• Aim of the exercise:
Below are some entries; state how many of their lines include the word "paths" and give no more than that number.

[Saved entries]

● ● ● ● ● ● ●

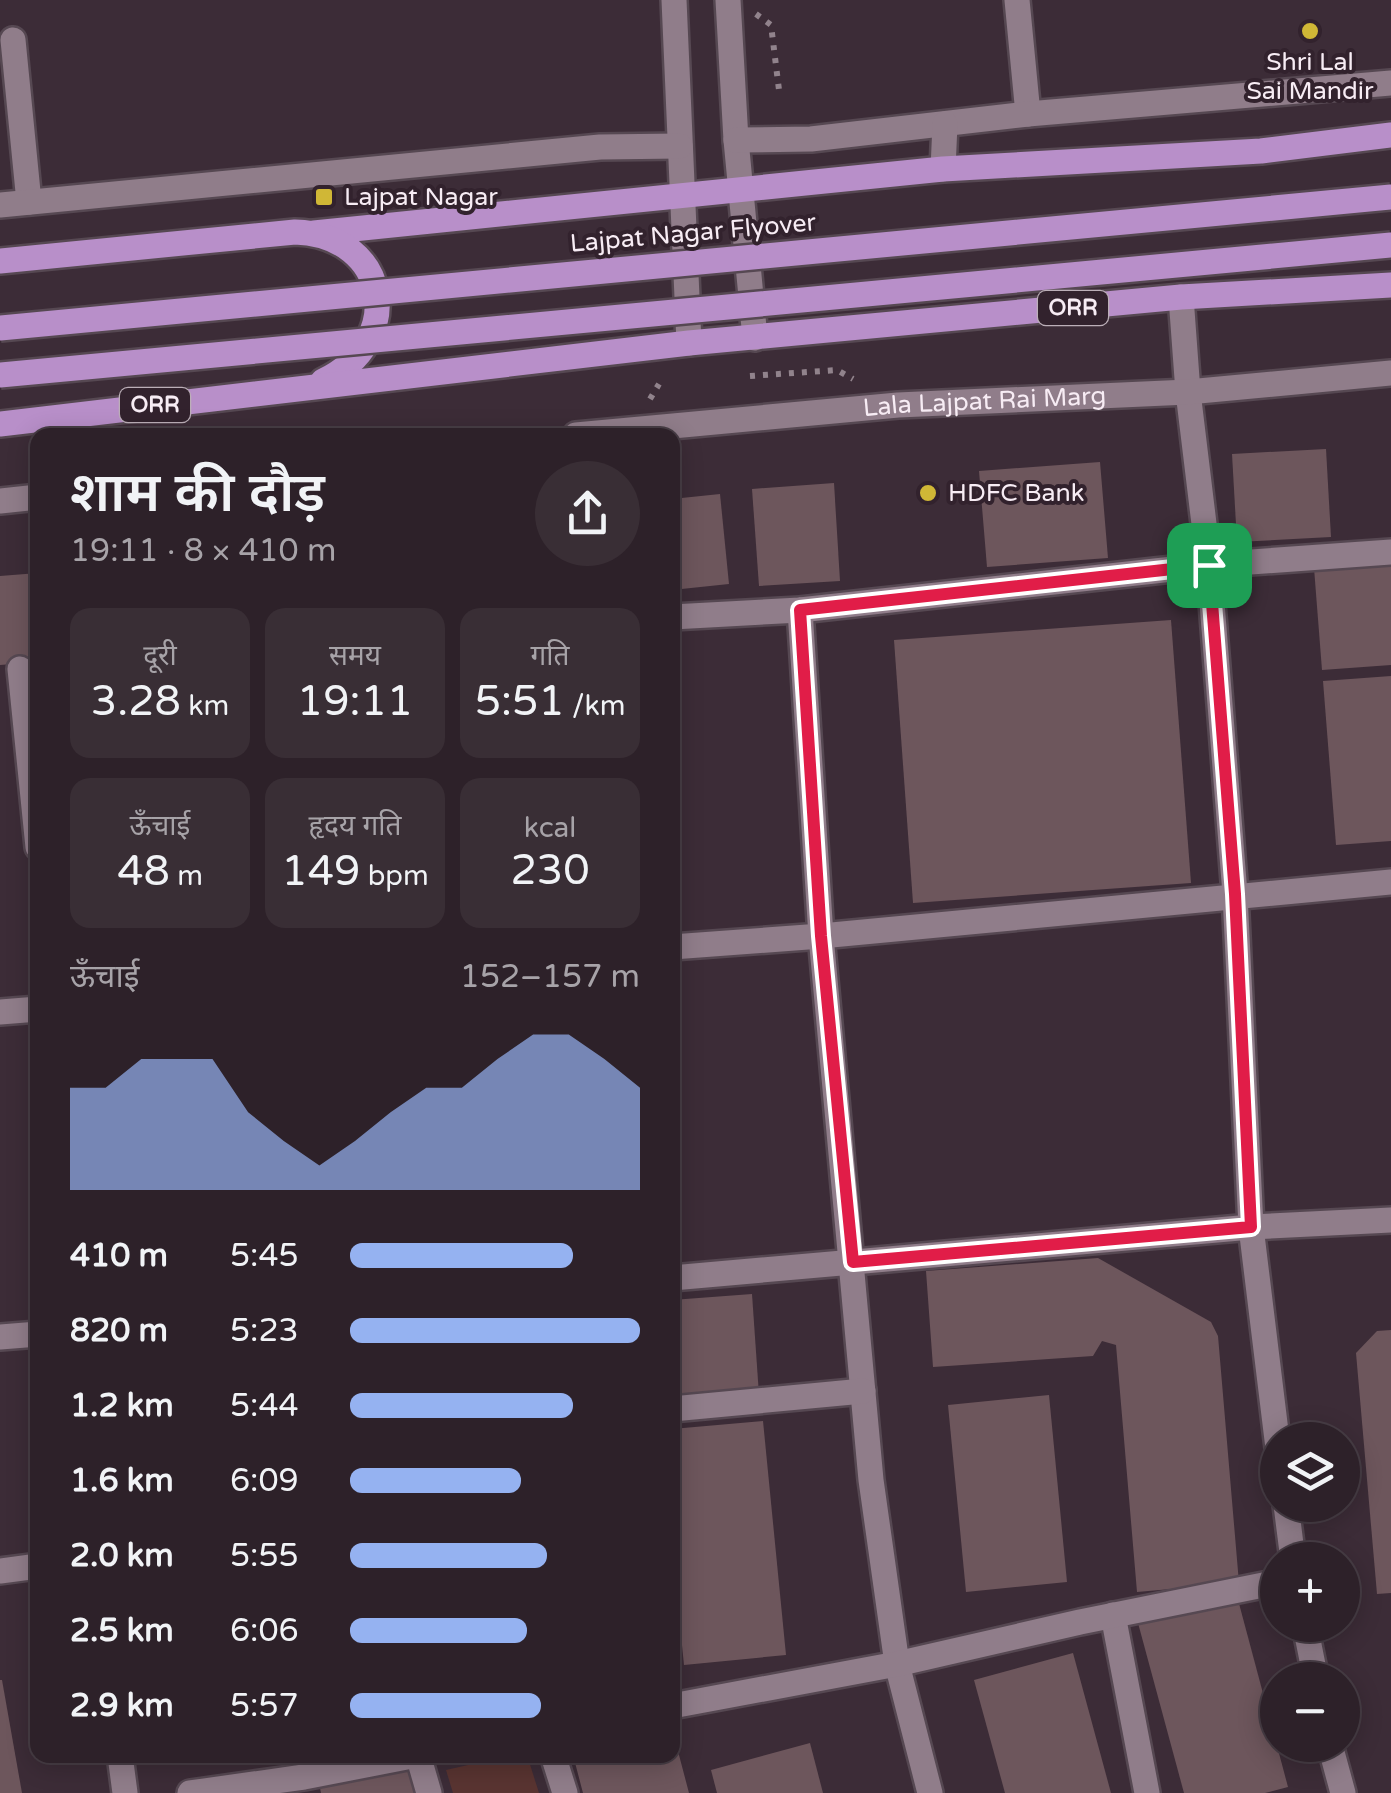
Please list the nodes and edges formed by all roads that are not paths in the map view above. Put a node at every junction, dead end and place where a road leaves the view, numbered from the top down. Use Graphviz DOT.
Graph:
graph roads {
  1 [pos="674,0"];
  2 [pos="728,0"];
  3 [pos="1017,0"];
  4 [pos="14,40"];
  5 [pos="1391,82"];
  6 [pos="1028,114"];
  7 [pos="945,124"];
  8 [pos="1391,135"];
  9 [pos="11,140"];
  10 [pos="736,140"];
  11 [pos="680,146"];
  12 [pos="943,170"];
  13 [pos="741,191"];
  14 [pos="682,197"];
  15 [pos="1391,197"];
  16 [pos="29,202"];
  17 [pos="0,205"];
  18 [pos="314,232"];
  19 [pos="1391,245"];
  20 [pos="0,261"];
  21 [pos="1391,285"];
  22 [pos="1181,298"];
  23 [pos="0,328"];
  24 [pos="756,338"];
  25 [pos="689,343"];
  26 [pos="1391,373"];
  27 [pos="0,375"];
  28 [pos="310,387"];
  29 [pos="1188,392"];
  30 [pos="0,424"];
  31 [pos="649,428"];
  32 [pos="30,497"];
  33 [pos="0,501"];
  34 [pos="1391,552"];
  35 [pos="1209,565"];
  36 [pos="800,610"];
  37 [pos="680,617"];
  38 [pos="19,669"];
  39 [pos="30,772"];
  40 [pos="1391,882"];
  41 [pos="1235,894"];
  42 [pos="821,936"];
  43 [pos="680,946"];
  44 [pos="30,1010"];
  45 [pos="0,1012"];
  46 [pos="1391,1220"];
  47 [pos="1251,1227"];
  48 [pos="853,1262"];
  49 [pos="680,1277"];
  50 [pos="30,1335"];
  51 [pos="0,1337"];
  52 [pos="863,1391"];
  53 [pos="680,1408"];
  54 [pos="1275,1422"];
  55 [pos="30,1567"];
  56 [pos="0,1571"];
  57 [pos="1260,1586"];
  58 [pos="1113,1615"];
  59 [pos="896,1664"];
  60 [pos="680,1700"];
  61 [pos="1334,1762"];
  62 [pos="121,1763"];
  63 [pos="373,1763"];
  64 [pos="420,1763"];
  65 [pos="556,1763"];
  66 [pos="305,1775"];
  67 [pos="126,1793"];
  68 [pos="190,1793"];
  69 [pos="429,1793"];
  70 [pos="565,1793"];
  71 [pos="930,1793"];
  72 [pos="1147,1793"];
  73 [pos="1342,1793"];
  1 -- 11 [label="street"];
  2 -- 10 [label="street"];
  3 -- 6 [label="street"];
  4 -- 9 [label="street"];
  5 -- 6 [label="street"];
  6 -- 7 [label="street"];
  7 -- 10 [label="street"];
  7 -- 12 [label="street"];
  8 -- 12 [label="main road"];
  9 -- 16 [label="street"];
  10 -- 13 [label="street"];
  11 -- 14 [label="street"];
  11 -- 16 [label="street"];
  12 -- 13 [label="main road"];
  13 -- 14 [label="main road"];
  13 -- 24 [label="street"];
  14 -- 18 [label="main road"];
  14 -- 25 [label="street"];
  15 -- 23 [label="main road, Lajpat Nagar Flyover, bridge"];
  16 -- 17 [label="street"];
  18 -- 20 [label="main road"];
  18 -- 28 [label="main road"];
  19 -- 27 [label="main road, bridge"];
  21 -- 22 [label="main road, ORR"];
  22 -- 24 [label="main road, ORR"];
  22 -- 29 [label="street"];
  24 -- 25 [label="main road"];
  25 -- 28 [label="main road"];
  26 -- 29 [label="street, Lala Lajpat Rai Marg"];
  28 -- 30 [label="main road, ORR"];
  29 -- 31 [label="street, Lala Lajpat Rai Marg"];
  29 -- 35 [label="street"];
  32 -- 33 [label="street"];
  34 -- 35 [label="street"];
  35 -- 36 [label="street"];
  35 -- 41 [label="street"];
  36 -- 37 [label="street"];
  36 -- 42 [label="street"];
  38 -- 39 [label="street"];
  40 -- 41 [label="street"];
  41 -- 42 [label="street"];
  41 -- 47 [label="street"];
  42 -- 43 [label="street"];
  42 -- 48 [label="street"];
  44 -- 45 [label="street"];
  46 -- 47 [label="street"];
  47 -- 48 [label="street"];
  47 -- 54 [label="street"];
  48 -- 49 [label="street"];
  48 -- 52 [label="street"];
  50 -- 51 [label="street"];
  52 -- 53 [label="street"];
  52 -- 59 [label="street"];
  55 -- 56 [label="street"];
  57 -- 58 [label="street"];
  58 -- 59 [label="street"];
  58 -- 72 [label="street"];
  59 -- 60 [label="street"];
  59 -- 71 [label="street"];
  61 -- 73 [label="street"];
  62 -- 67 [label="street"];
  63 -- 66 [label="street"];
  64 -- 69 [label="street"];
  65 -- 70 [label="street"];
  66 -- 68 [label="street"];
}
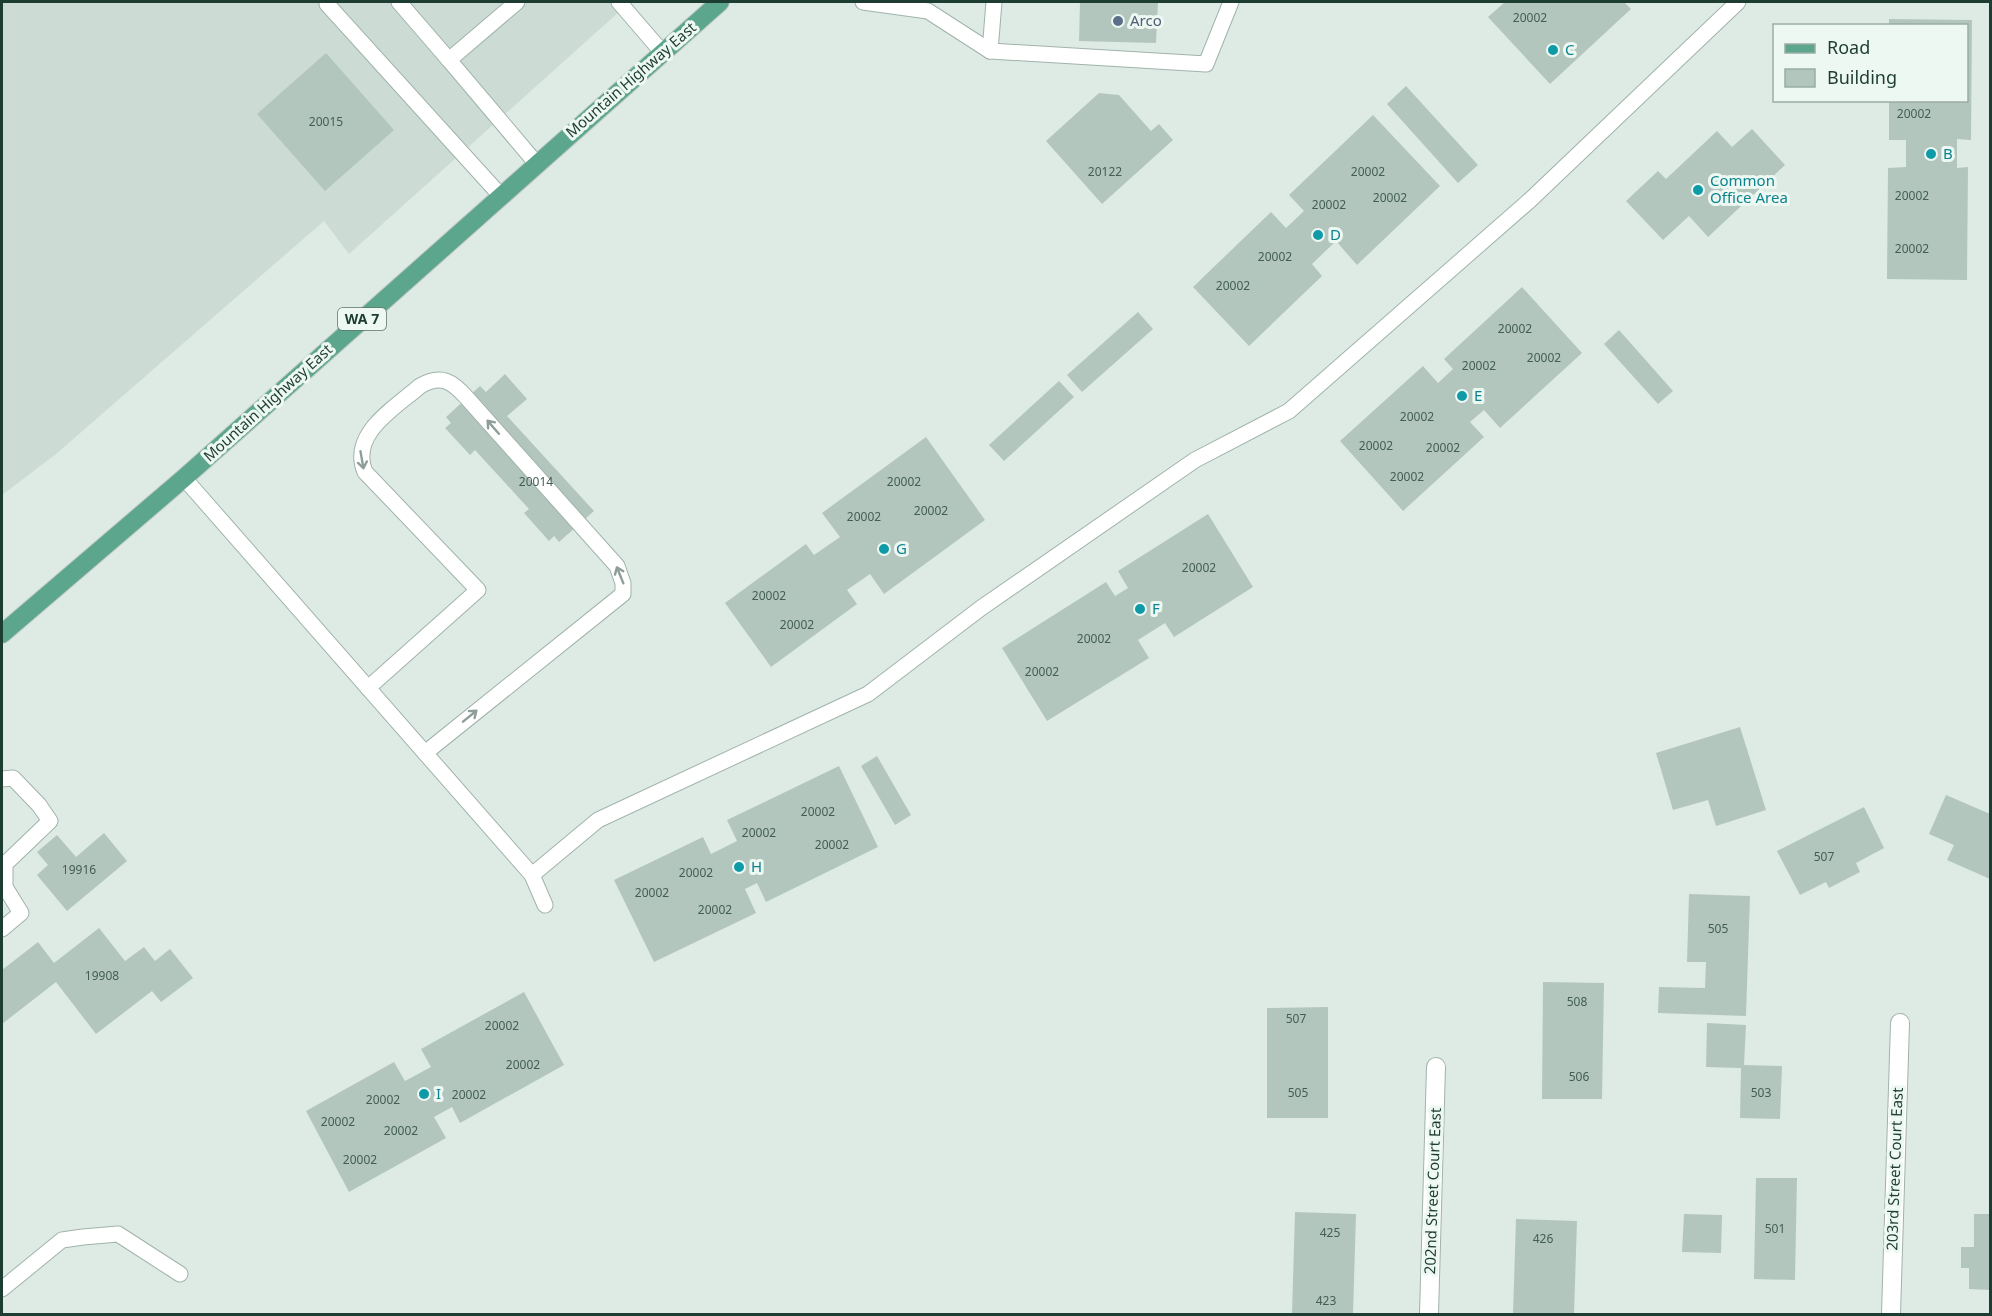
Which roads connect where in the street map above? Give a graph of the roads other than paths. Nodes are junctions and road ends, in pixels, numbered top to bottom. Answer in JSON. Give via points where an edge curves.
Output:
{"nodes":[{"id":1,"x":399,"y":2,"type":"edge"},
{"id":2,"x":517,"y":2,"type":"edge"},
{"id":3,"x":619,"y":2,"type":"edge"},
{"id":4,"x":720,"y":2,"type":"edge"},
{"id":5,"x":862,"y":2,"type":"edge"},
{"id":6,"x":994,"y":2,"type":"edge"},
{"id":7,"x":1231,"y":2,"type":"edge"},
{"id":8,"x":1738,"y":2,"type":"edge"},
{"id":9,"x":327,"y":4,"type":"dead end"},
{"id":10,"x":990,"y":51,"type":"junction"},
{"id":11,"x":662,"y":52,"type":"junction"},
{"id":12,"x":449,"y":60,"type":"junction"},
{"id":13,"x":536,"y":163,"type":"junction"},
{"id":14,"x":500,"y":195,"type":"junction"},
{"id":15,"x":184,"y":478,"type":"junction"},
{"id":16,"x":2,"y":634,"type":"edge"},
{"id":17,"x":368,"y":688,"type":"junction"},
{"id":18,"x":425,"y":753,"type":"junction"},
{"id":19,"x":2,"y":779,"type":"edge"},
{"id":20,"x":532,"y":875,"type":"junction"},
{"id":21,"x":545,"y":905,"type":"dead end"},
{"id":22,"x":2,"y":928,"type":"edge"},
{"id":23,"x":1900,"y":1023,"type":"dead end"},
{"id":24,"x":1436,"y":1067,"type":"dead end"},
{"id":25,"x":180,"y":1274,"type":"dead end"},
{"id":26,"x":2,"y":1289,"type":"edge"},
{"id":27,"x":1429,"y":1314,"type":"edge"},
{"id":28,"x":1891,"y":1314,"type":"edge"}],
"edges":[{"from":1,"to":12,"type":"lane"},
{"from":2,"to":12,"type":"lane"},
{"from":3,"to":11,"type":"lane"},
{"from":4,"to":11,"type":"main road","name":"Mountain Highway East","number":"WA 7"},
{"from":5,"to":10,"type":"lane","via":[[928,11]]},
{"from":6,"to":10,"type":"lane"},
{"from":7,"to":10,"type":"lane","via":[[1206,64]]},
{"from":8,"to":20,"type":"lane","via":[[1529,201],[1289,411],[1195,460],[981,608],[868,694],[598,820]]},
{"from":9,"to":14,"type":"lane"},
{"from":11,"to":13,"type":"main road","name":"Mountain Highway East","number":"WA 7"},
{"from":12,"to":13,"type":"lane"},
{"from":13,"to":14,"type":"main road","name":"Mountain Highway East","number":"WA 7"},
{"from":14,"to":15,"type":"main road","name":"Mountain Highway East","number":"WA 7"},
{"from":15,"to":16,"type":"main road","name":"Mountain Highway East","number":"WA 7"},
{"from":15,"to":17,"type":"lane"},
{"from":17,"to":18,"type":"lane"},
{"from":18,"to":17,"type":"lane","one_way":true,"via":[[623,594],[617,566],[467,398],[445,380],[420,386],[367,434],[360,454],[365,472],[478,590]]},
{"from":18,"to":20,"type":"lane"},
{"from":19,"to":22,"type":"lane","via":[[13,778],[50,821],[5,864],[5,887],[21,914]]},
{"from":20,"to":21,"type":"lane"},
{"from":23,"to":28,"type":"street","name":"203rd Street Court East"},
{"from":24,"to":27,"type":"street","name":"202nd Street Court East"},
{"from":25,"to":26,"type":"lane","via":[[118,1234],[62,1240]]}]}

● ● ● ● ● ● ●

• Your solution:
2